When comparing the results with those obtained in younger patients, they are also similar. Dixon et al.13 compared 135 patients with a mean age of 79 years (range: 75–83 years) with 424 patients with a mean age of 66 years (range: 33–74 years) who received a cementless hydroxyapatite-coated TKA. At 5-year follow-up, both groups had similar clinical outcomes. There was a trend towards more infections and revision surgeries in the younger group and a propensity towards more minor medical complications in the older group, but these did not reach statistical significance. In our study we do not consider the observed complications to be related to the non-cementation of the implant.

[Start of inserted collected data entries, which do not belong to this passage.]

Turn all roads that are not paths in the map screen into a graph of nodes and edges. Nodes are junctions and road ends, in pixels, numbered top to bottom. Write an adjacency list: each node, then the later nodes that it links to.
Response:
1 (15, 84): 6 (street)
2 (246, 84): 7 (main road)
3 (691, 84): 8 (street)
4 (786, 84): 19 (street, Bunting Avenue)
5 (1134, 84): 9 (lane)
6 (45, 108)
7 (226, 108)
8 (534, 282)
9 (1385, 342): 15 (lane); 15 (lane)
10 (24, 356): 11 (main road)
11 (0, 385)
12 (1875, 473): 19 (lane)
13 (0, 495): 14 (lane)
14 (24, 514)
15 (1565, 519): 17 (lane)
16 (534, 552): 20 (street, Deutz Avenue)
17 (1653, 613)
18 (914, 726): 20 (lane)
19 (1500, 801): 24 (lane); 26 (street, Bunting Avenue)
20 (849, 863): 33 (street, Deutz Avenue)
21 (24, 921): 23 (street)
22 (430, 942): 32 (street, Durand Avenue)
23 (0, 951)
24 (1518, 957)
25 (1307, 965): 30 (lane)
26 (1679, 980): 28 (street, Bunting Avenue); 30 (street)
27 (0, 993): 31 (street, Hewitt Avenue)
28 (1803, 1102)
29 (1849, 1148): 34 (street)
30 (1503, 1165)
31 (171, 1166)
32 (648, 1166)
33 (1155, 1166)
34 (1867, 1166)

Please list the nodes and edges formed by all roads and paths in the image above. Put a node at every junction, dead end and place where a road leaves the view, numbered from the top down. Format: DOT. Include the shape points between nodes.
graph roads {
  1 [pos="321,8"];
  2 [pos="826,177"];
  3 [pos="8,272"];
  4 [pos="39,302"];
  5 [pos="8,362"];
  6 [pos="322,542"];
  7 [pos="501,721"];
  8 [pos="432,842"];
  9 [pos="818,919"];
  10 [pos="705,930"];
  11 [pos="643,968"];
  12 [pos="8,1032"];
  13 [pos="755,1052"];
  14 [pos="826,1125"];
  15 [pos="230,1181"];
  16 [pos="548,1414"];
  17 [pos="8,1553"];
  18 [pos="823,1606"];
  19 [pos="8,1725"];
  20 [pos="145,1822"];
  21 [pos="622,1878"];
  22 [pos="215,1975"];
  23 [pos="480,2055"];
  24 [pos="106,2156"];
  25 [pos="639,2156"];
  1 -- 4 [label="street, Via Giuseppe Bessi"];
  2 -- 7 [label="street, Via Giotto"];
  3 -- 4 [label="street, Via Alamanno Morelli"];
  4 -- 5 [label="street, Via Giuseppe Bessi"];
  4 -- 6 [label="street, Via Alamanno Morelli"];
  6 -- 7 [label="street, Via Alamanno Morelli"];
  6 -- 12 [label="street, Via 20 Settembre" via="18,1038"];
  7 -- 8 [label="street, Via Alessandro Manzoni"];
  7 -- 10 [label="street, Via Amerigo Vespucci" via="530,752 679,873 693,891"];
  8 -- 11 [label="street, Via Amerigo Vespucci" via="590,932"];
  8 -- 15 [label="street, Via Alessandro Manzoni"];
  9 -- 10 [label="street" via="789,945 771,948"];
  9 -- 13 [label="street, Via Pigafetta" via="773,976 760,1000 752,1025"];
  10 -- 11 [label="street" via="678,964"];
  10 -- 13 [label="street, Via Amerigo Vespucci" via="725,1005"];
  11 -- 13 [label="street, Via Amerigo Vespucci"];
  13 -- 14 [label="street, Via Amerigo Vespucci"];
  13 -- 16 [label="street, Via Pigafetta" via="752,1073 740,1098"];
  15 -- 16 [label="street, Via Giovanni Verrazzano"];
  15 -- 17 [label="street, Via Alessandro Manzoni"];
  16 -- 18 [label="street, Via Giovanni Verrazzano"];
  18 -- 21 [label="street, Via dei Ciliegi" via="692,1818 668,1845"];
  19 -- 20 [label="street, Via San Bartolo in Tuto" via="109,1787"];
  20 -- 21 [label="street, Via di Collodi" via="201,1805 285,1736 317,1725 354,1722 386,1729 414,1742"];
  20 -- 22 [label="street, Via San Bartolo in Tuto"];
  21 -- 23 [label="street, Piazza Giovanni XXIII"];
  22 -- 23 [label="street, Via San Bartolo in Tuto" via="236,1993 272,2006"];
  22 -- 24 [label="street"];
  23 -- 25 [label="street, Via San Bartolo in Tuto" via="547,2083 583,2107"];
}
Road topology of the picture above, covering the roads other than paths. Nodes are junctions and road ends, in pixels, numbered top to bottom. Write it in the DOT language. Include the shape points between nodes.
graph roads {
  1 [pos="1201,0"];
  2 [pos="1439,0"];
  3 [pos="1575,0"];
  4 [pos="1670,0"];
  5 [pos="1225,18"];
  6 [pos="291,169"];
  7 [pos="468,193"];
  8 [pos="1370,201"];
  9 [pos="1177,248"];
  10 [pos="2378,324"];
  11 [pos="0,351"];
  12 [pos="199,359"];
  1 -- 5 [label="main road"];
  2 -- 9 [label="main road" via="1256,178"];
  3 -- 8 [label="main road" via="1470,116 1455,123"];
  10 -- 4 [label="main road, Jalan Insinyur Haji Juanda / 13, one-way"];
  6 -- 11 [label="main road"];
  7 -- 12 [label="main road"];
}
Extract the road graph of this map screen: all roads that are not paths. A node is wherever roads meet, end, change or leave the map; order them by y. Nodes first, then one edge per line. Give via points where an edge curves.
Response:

Using an uncemented TKA model with porous titanium coating, we obtained a survival rate for aseptic loosening of 96.5% and 91.8% for all causes, with a mean follow-up of 5.4 years. Our results are comparable to those previously published. Bouras et al.4 evaluated 136 cementless TKAs in patients with a mean age of 80 years and a mean follow-up of 13.2 years. Survival due to aseptic loosening was 93.6% and 90.4% in the analysis of all-cause revisions. Ferrer-Santacreu et al.7 analysed the results of 96 cementless TKAs in patients with a mean age of 79 years and a mean follow-up of 14.5 years. Survival due to aseptic loosening was 93.75% and 88.54% in the analysis of all-cause revisions. Newman et al.11 analysed 142 cementless implants with a mean follow-up of 4 years in patients older than 75 years. Survival due to aseptic loosening was 99.3% and 98.6% in the analysis of all-cause revisions. Zhou et al.,5 in a recent meta-analysis found no difference in survival and functional outcomes between cemented and cementless TKAs.

There are limitations to this study. Firstly, this is a retrospective study, however, data loss was minimal due to prospective data collection by the surgeons. Another limitation is the lack of a matched cohort control group. In addition, the clinical assessments were performed by the surgeons and not by independent observers as recommended, however, this is inherent to the retrospective nature of the study. Although the mean follow-up of the study is 5 years (range: 3.7–6.9), allowing us to assess short- and medium-term failures, the follow-up time is insufficient to assess long-term outcomes. However, given the scarce medical literature available on cementless TKAs in patients over 70 years of age, this study contributes to reinforce the growing evidence of the good results of these implants.

Conclusion

Cementless knee replacements are a valid option in patients aged 70 years and older, with good clinical, radiological and survival outcomes.

Level of evidence

Level of evidence IV.

Conflict of interest

This research has not received specific support from public sector agencies, commercial sector or non-profit organisations.

Funding

The authors declare that they have received no funding for the conduct of the present research, the preparation of the article, or its publication.